_WHAT TO WORK ON_. Leave out the pictures and copy everything else in the entries exactly.

*** DATA FOR THE TASK Section Begins ***

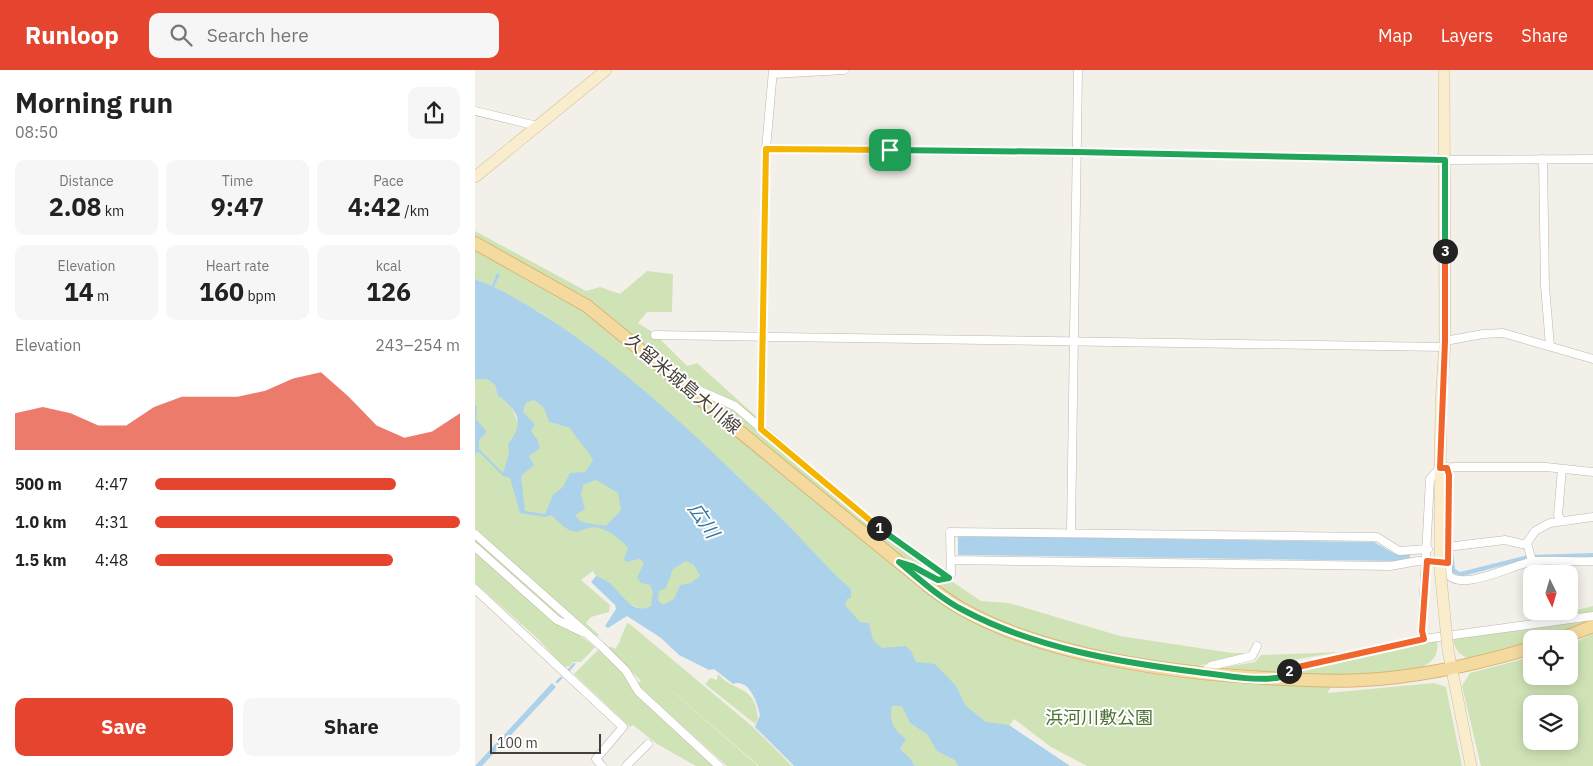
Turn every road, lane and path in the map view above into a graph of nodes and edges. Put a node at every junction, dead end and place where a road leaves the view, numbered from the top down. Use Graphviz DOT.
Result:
graph roads {
  1 [pos="606,70"];
  2 [pos="843,70"];
  3 [pos="1077,70"];
  4 [pos="1444,70"];
  5 [pos="773,72"];
  6 [pos="475,111"];
  7 [pos="537,126"];
  8 [pos="766,149"];
  9 [pos="1076,152"];
  10 [pos="1593,159"];
  11 [pos="1445,160"];
  12 [pos="1543,160"];
  13 [pos="475,177"];
  14 [pos="475,243"];
  15 [pos="655,335"];
  16 [pos="764,337"];
  17 [pos="1075,341"];
  18 [pos="1445,344"];
  19 [pos="1550,346"];
  20 [pos="1593,359"];
  21 [pos="683,384"];
  22 [pos="761,429"];
  23 [pos="1444,468"];
  24 [pos="1562,469"];
  25 [pos="1593,472"];
  26 [pos="1593,517"];
  27 [pos="1561,520"];
  28 [pos="1071,532"];
  29 [pos="475,534"];
  30 [pos="1527,543"];
  31 [pos="475,546"];
  32 [pos="1447,547"];
  33 [pos="1428,548"];
  34 [pos="951,560"];
  35 [pos="1427,561"];
  36 [pos="1532,561"];
  37 [pos="1593,561"];
  38 [pos="899,562"];
  39 [pos="1448,563"];
  40 [pos="949,578"];
  41 [pos="475,589"];
  42 [pos="481,595"];
  43 [pos="475,602"];
  44 [pos="1593,616"];
  45 [pos="1593,626"];
  46 [pos="584,632"];
  47 [pos="1578,632"];
  48 [pos="1424,639"];
  49 [pos="1257,646"];
  50 [pos="1523,651"];
  51 [pos="1202,673"];
  52 [pos="1453,674"];
  53 [pos="1279,678"];
  54 [pos="647,744"];
  55 [pos="602,766"];
  56 [pos="626,766"];
  57 [pos="719,766"];
  58 [pos="1471,766"];
  1 -- 7 [label="main road"];
  2 -- 5 [label="street"];
  3 -- 9 [label="street"];
  4 -- 11 [label="main road"];
  5 -- 8 [label="street"];
  6 -- 7 [label="street"];
  7 -- 13 [label="main road"];
  8 -- 9 [label="street"];
  8 -- 16 [label="street"];
  9 -- 11 [label="street"];
  9 -- 17 [label="street"];
  10 -- 12 [label="street"];
  11 -- 12 [label="street"];
  11 -- 18 [label="main road"];
  12 -- 19 [label="street"];
  14 -- 21 [label="main road, 久留米城島大川線"];
  15 -- 16 [label="street"];
  16 -- 17 [label="street"];
  16 -- 22 [label="street"];
  17 -- 18 [label="street"];
  17 -- 28 [label="street"];
  18 -- 19 [label="street"];
  18 -- 23 [label="main road"];
  19 -- 20 [label="street"];
  21 -- 22 [label="street"];
  21 -- 38 [label="main road, 久留米城島大川線"];
  22 -- 40 [label="street"];
  23 -- 24 [label="street"];
  23 -- 32 [label="street"];
  23 -- 33 [label="street"];
  23 -- 52 [label="main road, bridge"];
  24 -- 25 [label="street"];
  24 -- 27 [label="street"];
  26 -- 27 [label="street"];
  27 -- 30 [label="street"];
  28 -- 33 [label="street"];
  28 -- 34 [label="street"];
  29 -- 46 [label="street"];
  30 -- 32 [label="street"];
  30 -- 36 [label="street"];
  31 -- 46 [label="street"];
  32 -- 39 [label="street"];
  33 -- 35 [label="street"];
  34 -- 35 [label="street"];
  34 -- 40 [label="street"];
  35 -- 39 [label="street"];
  35 -- 48 [label="street"];
  36 -- 37 [label="street"];
  36 -- 39 [label="street"];
  38 -- 40 [label="street"];
  38 -- 51 [label="main road, 久留米城島大川線"];
  41 -- 42 [label="street"];
  42 -- 43 [label="street"];
  42 -- 55 [label="street"];
  44 -- 48 [label="street"];
  45 -- 47 [label="main road"];
  46 -- 57 [label="street"];
  48 -- 53 [label="street"];
  49 -- 51 [label="street"];
  50 -- 52 [label="main road, 久留米城島大川線"];
  51 -- 53 [label="main road, 久留米城島大川線"];
  52 -- 53 [label="main road, 久留米城島大川線"];
  52 -- 58 [label="main road"];
  54 -- 56 [label="street"];
}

*** DATA FOR THE TASK Section Ends ***

_SOLUTION FOR THIS PROBLEM_.
Turn every road, lane and path in the map view above into a graph of nodes and edges. Put a node at every junction, dead end and place where a road leaves the view, numbered from the top down. Use Graphviz DOT.
Result:
graph roads {
  1 [pos="606,70"];
  2 [pos="843,70"];
  3 [pos="1077,70"];
  4 [pos="1444,70"];
  5 [pos="773,72"];
  6 [pos="475,111"];
  7 [pos="537,126"];
  8 [pos="766,149"];
  9 [pos="1076,152"];
  10 [pos="1593,159"];
  11 [pos="1445,160"];
  12 [pos="1543,160"];
  13 [pos="475,177"];
  14 [pos="475,243"];
  15 [pos="655,335"];
  16 [pos="764,337"];
  17 [pos="1075,341"];
  18 [pos="1445,344"];
  19 [pos="1550,346"];
  20 [pos="1593,359"];
  21 [pos="683,384"];
  22 [pos="761,429"];
  23 [pos="1444,468"];
  24 [pos="1562,469"];
  25 [pos="1593,472"];
  26 [pos="1593,517"];
  27 [pos="1561,520"];
  28 [pos="1071,532"];
  29 [pos="475,534"];
  30 [pos="1527,543"];
  31 [pos="475,546"];
  32 [pos="1447,547"];
  33 [pos="1428,548"];
  34 [pos="951,560"];
  35 [pos="1427,561"];
  36 [pos="1532,561"];
  37 [pos="1593,561"];
  38 [pos="899,562"];
  39 [pos="1448,563"];
  40 [pos="949,578"];
  41 [pos="475,589"];
  42 [pos="481,595"];
  43 [pos="475,602"];
  44 [pos="1593,616"];
  45 [pos="1593,626"];
  46 [pos="584,632"];
  47 [pos="1578,632"];
  48 [pos="1424,639"];
  49 [pos="1257,646"];
  50 [pos="1523,651"];
  51 [pos="1202,673"];
  52 [pos="1453,674"];
  53 [pos="1279,678"];
  54 [pos="647,744"];
  55 [pos="602,766"];
  56 [pos="626,766"];
  57 [pos="719,766"];
  58 [pos="1471,766"];
  1 -- 7 [label="main road"];
  2 -- 5 [label="street"];
  3 -- 9 [label="street"];
  4 -- 11 [label="main road"];
  5 -- 8 [label="street"];
  6 -- 7 [label="street"];
  7 -- 13 [label="main road"];
  8 -- 9 [label="street"];
  8 -- 16 [label="street"];
  9 -- 11 [label="street"];
  9 -- 17 [label="street"];
  10 -- 12 [label="street"];
  11 -- 12 [label="street"];
  11 -- 18 [label="main road"];
  12 -- 19 [label="street"];
  14 -- 21 [label="main road, 久留米城島大川線"];
  15 -- 16 [label="street"];
  16 -- 17 [label="street"];
  16 -- 22 [label="street"];
  17 -- 18 [label="street"];
  17 -- 28 [label="street"];
  18 -- 19 [label="street"];
  18 -- 23 [label="main road"];
  19 -- 20 [label="street"];
  21 -- 22 [label="street"];
  21 -- 38 [label="main road, 久留米城島大川線"];
  22 -- 40 [label="street"];
  23 -- 24 [label="street"];
  23 -- 32 [label="street"];
  23 -- 33 [label="street"];
  23 -- 52 [label="main road, bridge"];
  24 -- 25 [label="street"];
  24 -- 27 [label="street"];
  26 -- 27 [label="street"];
  27 -- 30 [label="street"];
  28 -- 33 [label="street"];
  28 -- 34 [label="street"];
  29 -- 46 [label="street"];
  30 -- 32 [label="street"];
  30 -- 36 [label="street"];
  31 -- 46 [label="street"];
  32 -- 39 [label="street"];
  33 -- 35 [label="street"];
  34 -- 35 [label="street"];
  34 -- 40 [label="street"];
  35 -- 39 [label="street"];
  35 -- 48 [label="street"];
  36 -- 37 [label="street"];
  36 -- 39 [label="street"];
  38 -- 40 [label="street"];
  38 -- 51 [label="main road, 久留米城島大川線"];
  41 -- 42 [label="street"];
  42 -- 43 [label="street"];
  42 -- 55 [label="street"];
  44 -- 48 [label="street"];
  45 -- 47 [label="main road"];
  46 -- 57 [label="street"];
  48 -- 53 [label="street"];
  49 -- 51 [label="street"];
  50 -- 52 [label="main road, 久留米城島大川線"];
  51 -- 53 [label="main road, 久留米城島大川線"];
  52 -- 53 [label="main road, 久留米城島大川線"];
  52 -- 58 [label="main road"];
  54 -- 56 [label="street"];
}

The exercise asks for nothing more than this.